You may have read the evidence of the impact of being poor on health. But it really hits home when you see how poor access to health care affects someone you know.
My uncle Daniel lives in Ontario and has long term health problems which have been made worse by a lifetime of poverty. He has never been on social assistance. In fact, he has worked as much as he could his whole life. Despite this he is among the 33 percent of working Canadians who do not have proper prescription drug coverage.
Daniel worked a part-time minimum wage job. He couldn’t work more hours because physical limitations stopped him from working full time. But his employee drug plan was based on the number of hours he worked a week so part-time work meant he only had drug coverage every other month. When Daniel had infections like strep throat he could only sometimes afford to get treatment. In middle age when he was prescribed cholesterol-lowering medication which he had to take regularly, he could only afford it some of the time. And, when he had hip surgery in his late 50s he could only fill his prescription for pain medication every now and then. In Canada, only one-quarter of part-time workers have employer-provided health benefits.
Daniel may have had more medical problems because of his lifetime of poverty and the social determinants which increased his risk of ill health, but this was made worse because our response to his health care needs was also unfair.
During his working life, Daniel couldn’t access a drug plan for low-income working Canadians. There is no population-based coverage for people with low income living in Ontario. Now, at age 67, Daniel lives with chronic pain, unable to get up and down stairs and surviving off CPP and the Ontario Drug Benefit for low-income seniors. This is the context in which he currently lives and the circumstances which keep him sick and poor.
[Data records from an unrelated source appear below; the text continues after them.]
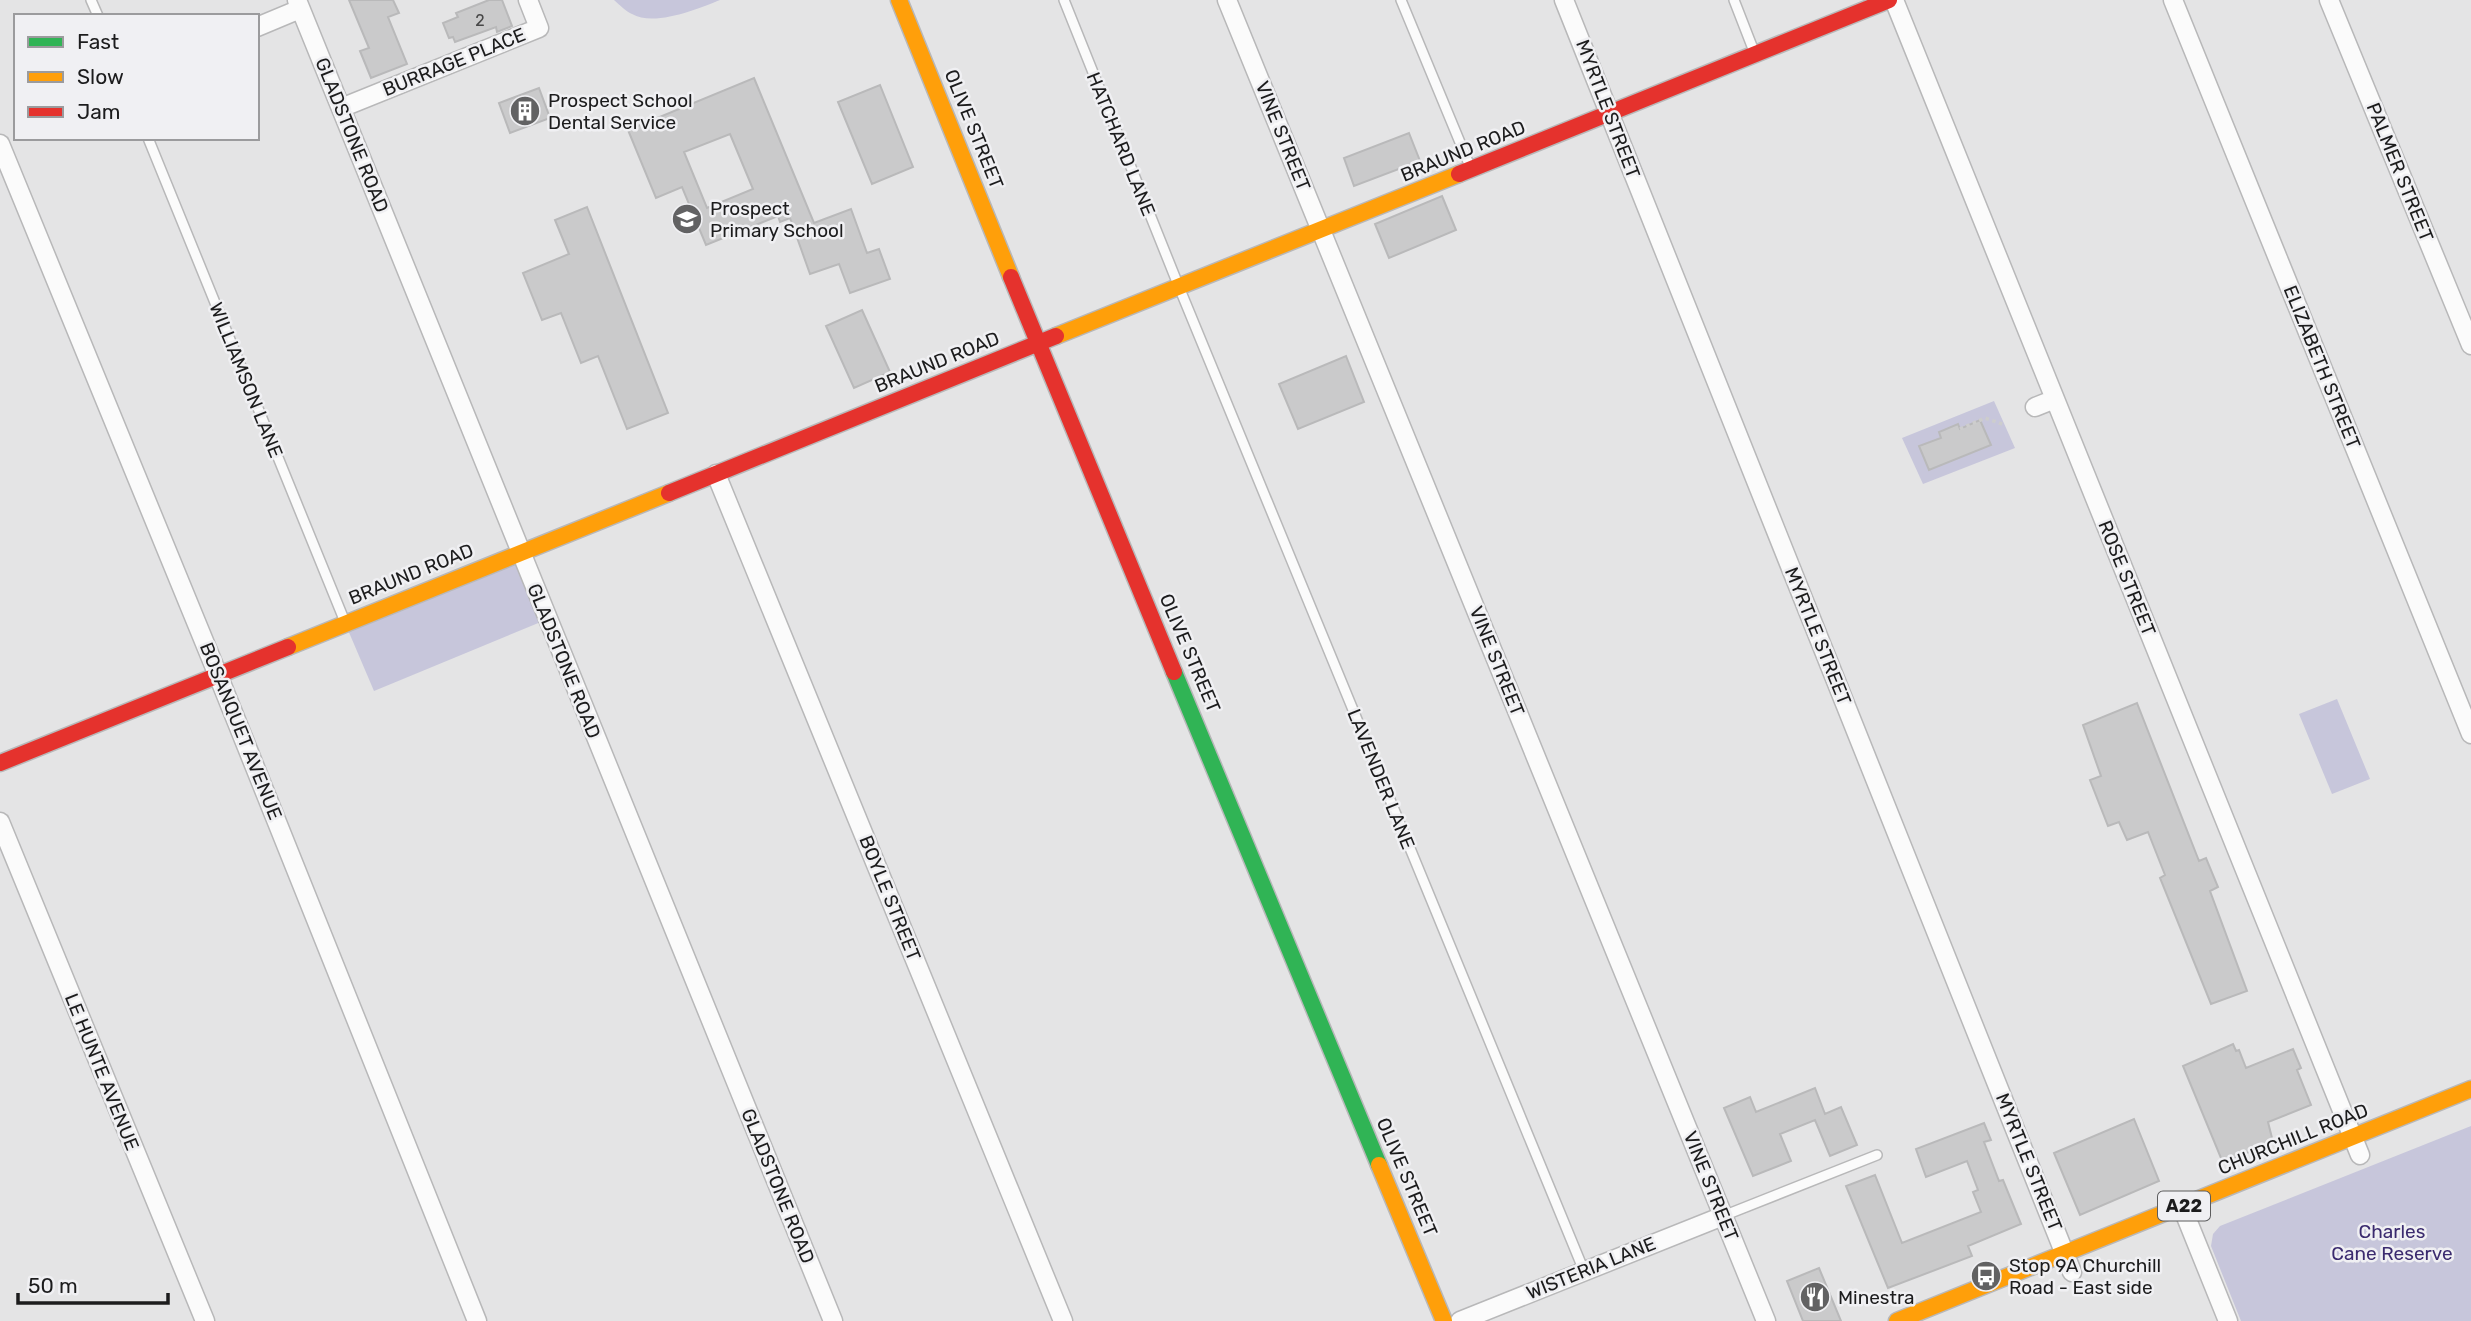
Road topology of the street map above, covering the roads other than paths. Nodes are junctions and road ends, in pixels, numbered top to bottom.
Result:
1 (528, 0) edge
2 (899, 0) edge
3 (1064, 0) edge
4 (1227, 0) edge
5 (1401, 0) edge
6 (1564, 0) edge
7 (1734, 0) edge
8 (1891, 0) edge
9 (2173, 0) edge
10 (2329, 0) edge
11 (298, 5) edge
12 (259, 26) edge
13 (1756, 55) junction
14 (341, 108) junction
15 (1611, 114) junction
16 (149, 140) edge
17 (0, 144) edge
18 (1472, 170) junction
19 (1321, 231) junction
20 (1179, 288) junction
21 (1038, 344) junction
22 (2471, 345) edge
23 (2054, 399) junction
24 (2035, 407) dead end
25 (716, 474) junction
26 (521, 553) junction
27 (345, 622) junction
28 (218, 675) junction
29 (2471, 734) edge
30 (0, 763) edge
31 (0, 822) edge
32 (2471, 1089) edge
33 (2353, 1138) junction
34 (1877, 1155) dead end
35 (2360, 1155) dead end
36 (2182, 1207) junction
37 (1723, 1216) junction
38 (2065, 1254) junction
39 (2078, 1270) joint
40 (1584, 1271) junction
41 (2052, 1280) dead end
42 (205, 1321) edge
43 (477, 1321) edge
44 (833, 1321) edge
45 (1063, 1321) edge
46 (1444, 1321) edge
47 (1460, 1321) edge
48 (1766, 1321) edge
49 (1897, 1321) edge
50 (2228, 1321) edge

1 - 14 street, BURRAGE PLACE
2 - 21 street, OLIVE STREET
3 - 20 lane, HATCHARD LANE
4 - 19 street, VINE STREET
5 - 18 lane
6 - 15 street, MYRTLE STREET
7 - 13 lane
8 - 13 street, BRAUND ROAD
8 - 23 street, ROSE STREET
9 - 29 street, ELIZABETH STREET
10 - 22 street, PALMER STREET
11 - 12 street
11 - 14 street, GLADSTONE ROAD
13 - 15 street, BRAUND ROAD
14 - 26 street, GLADSTONE ROAD
15 - 18 street, BRAUND ROAD
15 - 38 street, MYRTLE STREET
16 - 27 lane, WILLIAMSON LANE
17 - 28 street, BOSANQUET AVENUE
18 - 19 street, BRAUND ROAD
19 - 20 street, BRAUND ROAD
19 - 37 street, VINE STREET
20 - 21 street, BRAUND ROAD
20 - 40 lane, LAVENDER LANE
21 - 25 street, BRAUND ROAD
21 - 46 street, OLIVE STREET
23 - 24 street
23 - 33 street, ROSE STREET
25 - 26 street, BRAUND ROAD
25 - 45 street, BOYLE STREET
26 - 27 street, BRAUND ROAD
26 - 44 street, GLADSTONE ROAD
27 - 28 street, BRAUND ROAD
28 - 30 street, BRAUND ROAD
28 - 43 street, BOSANQUET AVENUE
31 - 42 street, LE HUNTE AVENUE
32 - 33 street, CHURCHILL ROAD / A22
33 - 35 street, ROSE STREET
33 - 36 street, CHURCHILL ROAD / A22
34 - 37 lane
36 - 38 street, CHURCHILL ROAD / A22
36 - 50 street
37 - 40 street, WISTERIA LANE
37 - 48 street, VINE STREET
38 - 39 street, MYRTLE STREET
38 - 49 street, CHURCHILL ROAD / A22
39 - 41 street
40 - 47 street, WISTERIA LANE

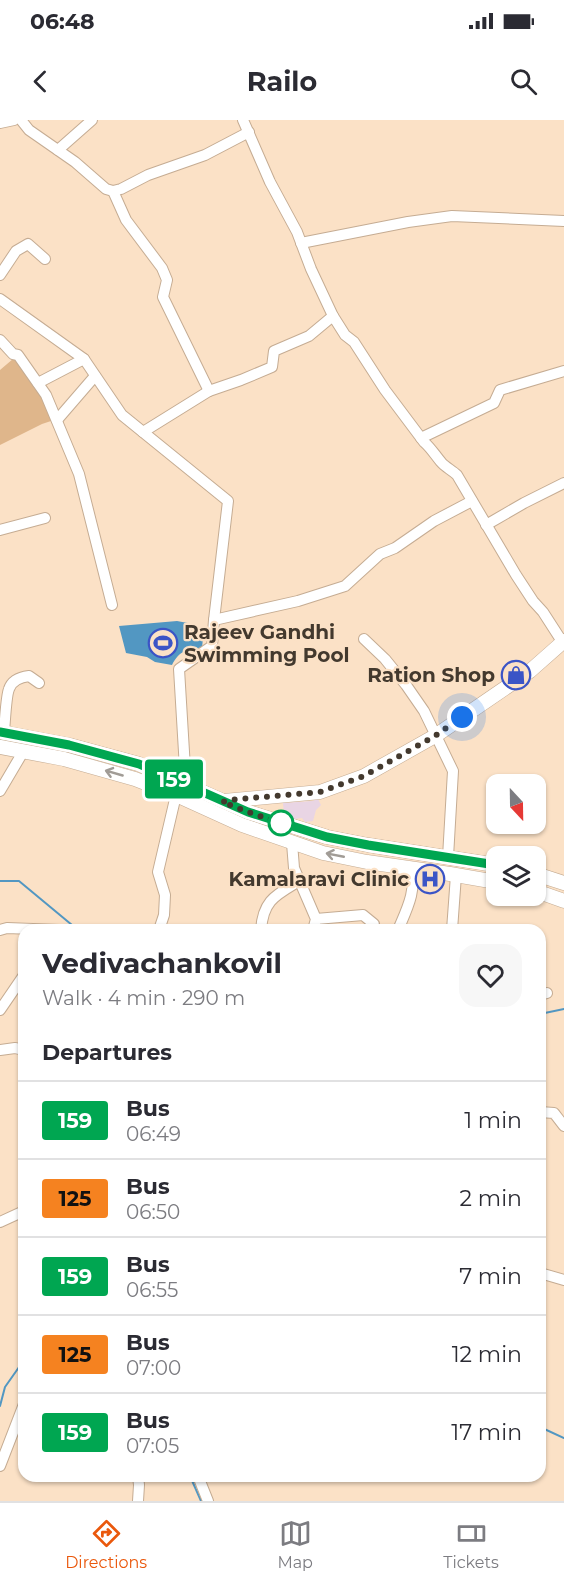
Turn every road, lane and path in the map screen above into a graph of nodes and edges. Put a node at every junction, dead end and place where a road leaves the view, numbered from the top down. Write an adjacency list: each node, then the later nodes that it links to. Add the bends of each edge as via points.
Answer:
1 (14, 120): 5 (street)
2 (21, 120): 7 (street, via 28,130)
3 (92, 120): 7 (street)
4 (243, 120): 6 (street)
5 (0, 123)
6 (249, 132): 8 (street, via 205,155); 10 (street)
7 (58, 150): 8 (street, via 106,189)
8 (113, 190): 20 (street, via 126,220 162,268 167,279 163,297)
9 (564, 221): 10 (street, via 452,216)
10 (301, 243): 14 (street)
11 (45, 259): 12 (street, via 28,244 16,251)
12 (0, 275)
13 (0, 300): 16 (street)
14 (333, 316): 20 (street, via 309,336 274,351 272,367); 23 (street)
15 (0, 340): 19 (street, via 18,355)
16 (84, 359): 18 (street); 19 (street)
17 (564, 371): 23 (street, via 500,390 494,403)
18 (95, 376): 21 (street); 22 (street, via 122,415)
19 (38, 383): 21 (street)
20 (209, 391): 22 (street)
21 (57, 420): 29 (street, via 79,474)
22 (143, 432): 30 (street, via 228,501)
23 (421, 438): 25 (street, via 442,464 457,475)
24 (564, 483): 27 (street)
25 (472, 501): 27 (street); 30 (street, via 380,554 345,586)
26 (45, 518): 28 (street)
27 (486, 525): 32 (street)
28 (0, 530)
29 (111, 605)
30 (214, 620): 38 (street, via 212,646 179,669)
31 (364, 639): 35 (street, via 406,685)
32 (563, 642): 35 (main road, via 530,671)
33 (39, 683): 34 (street, via 28,676 16,680 9,688)
34 (2, 732): 38 (main road, via 139,764)
35 (435, 736): 41 (main road, via 364,776 320,792 229,800); 43 (street, via 453,771)
36 (0, 747): 37 (main road)
37 (22, 752): 39 (street); 40 (main road, one-way to 37, via 125,776)
38 (186, 785): 41 (main road)
39 (0, 791)
40 (176, 795): 41 (main road); 53 (street, via 158,872 165,895)
41 (220, 808): 42 (main road, via 242,825); 43 (main road, via 248,812 327,837)
42 (292, 843): 45 (main road, one-way to 42, via 323,853); 49 (street)
43 (448, 857): 44 (main road)
44 (486, 863)
45 (410, 868): 46 (main road); 58 (street, via 411,898)
46 (456, 875): 48 (main road); 59 (street)
47 (546, 877): 50 (main road)
48 (486, 880)
49 (299, 881): 54 (street, via 270,899); 55 (street)
50 (564, 883)
51 (546, 895): 52 (main road)
52 (564, 901)
53 (161, 924)
54 (262, 924)
55 (315, 924)
56 (320, 924): 57 (street, via 363,915)
57 (374, 924)
58 (400, 924)
59 (452, 924)
60 (18, 929): 61 (street)
61 (0, 930)
62 (18, 984): 63 (street)
63 (0, 1010)
64 (18, 1049): 65 (street)
65 (0, 1050)
66 (546, 1112): 67 (street, via 554,1113)
67 (564, 1126)
68 (18, 1214): 69 (street)
69 (0, 1222)
70 (546, 1275): 71 (street)
71 (564, 1280)
72 (18, 1420): 73 (street)
73 (0, 1466)
74 (139, 1482): 76 (street)
75 (200, 1482): 77 (street)
76 (138, 1501)
77 (208, 1501)

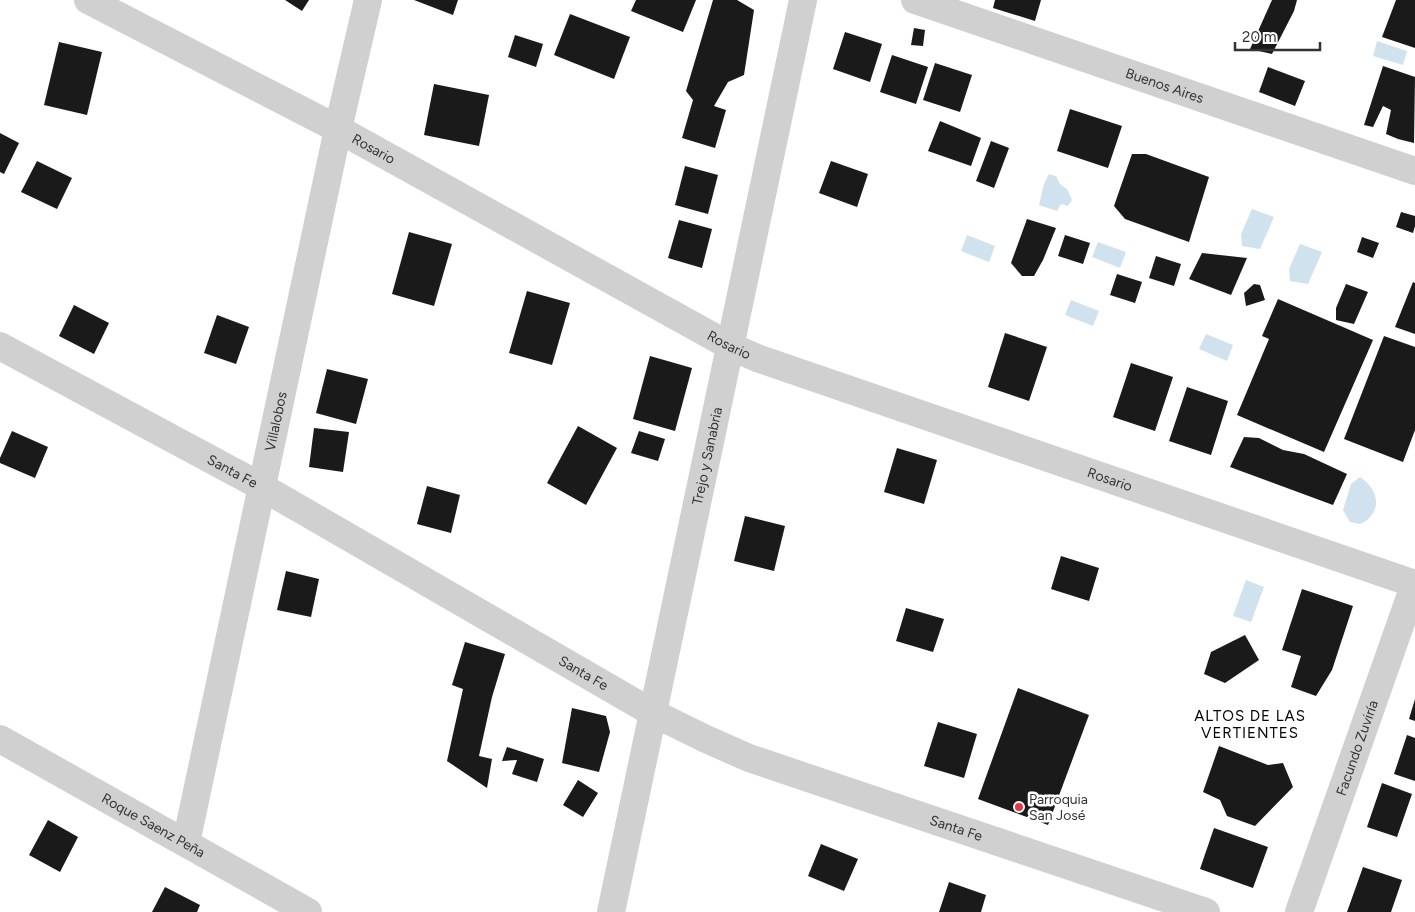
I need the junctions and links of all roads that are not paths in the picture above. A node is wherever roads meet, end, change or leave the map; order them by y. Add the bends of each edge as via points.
1 (88, 0) edge
2 (368, 0) edge
3 (803, 0) edge
4 (915, 0) edge
5 (338, 129) junction
6 (1415, 171) edge
7 (0, 346) edge
8 (730, 346) junction
9 (262, 487) junction
10 (1415, 584) edge
11 (653, 713) junction
12 (0, 739) edge
13 (186, 843) junction
14 (308, 912) edge
15 (611, 912) edge
16 (1206, 912) edge
17 (1299, 912) edge

1 - 5 street, Rosario
2 - 5 street, Villalobos
3 - 8 street, Trejo y Sanabria
4 - 6 street, Buenos Aires
5 - 8 street, Rosario
5 - 9 street, Villalobos
7 - 9 street, Santa Fe
8 - 10 street, Rosario
8 - 11 street, Trejo y Sanabria
9 - 11 street, Santa Fe
9 - 13 street, Villalobos
10 - 17 street, Facundo Zuviría
11 - 15 street, Trejo y Sanabria
11 - 16 street, Santa Fe via 749,758
12 - 13 street, Roque Saenz Peña
13 - 14 street, Roque Saenz Peña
There are many levers we must pull in order to move the needle on poverty reduction. Good jobs and raising wages are always excellent measures to employ. But there are other systems we have developed that perpetuate poverty and inequality in this country. Canada’s health care system is not the universal equalizer we like to think it is. Our system is not meeting the needs of many Canadians, and some of the gaps we have in our system are actually exacerbating inequalities rather than preventing them.
Prescription drugs are an essential component of any health care system. As it currently stands, not all Canadians have equal access to them. A national drug plan is part of the suite of tools that Canada has at its disposal to reduce poverty. But the way that our current system is designed means that access to essential medications depends on where you live, your age, household income, source of income, and costs relative to household income. This is not an equitable way to provide coverage and it widens the already large gap between the rich and the poor.
Canada has a patchwork of public prescription drug programs that are complex, inaccessible and inequitable. There are 43 different public prescription drug programs run by the federal, provincial and territorial governments, each with their own eligibility criteria, expectations of payment and levels of coverage. Workers like Daniel in lower-paying jobs have lower levels of coverage than other working Canadians. This inequity is a uniquely Canadian problem: Canada is the only country with a universal health care system that doesn’t include prescription drugs.
More equality – whether it is in health care, education, or income – makes everyone healthier. On top of that, the simple implementation of a national drug plan would make society richer too: The estimated savings are $7 billion annually. A national prescription drug program is affordable. It’s easy. It improves health equity. It’s quite literally the least we can do.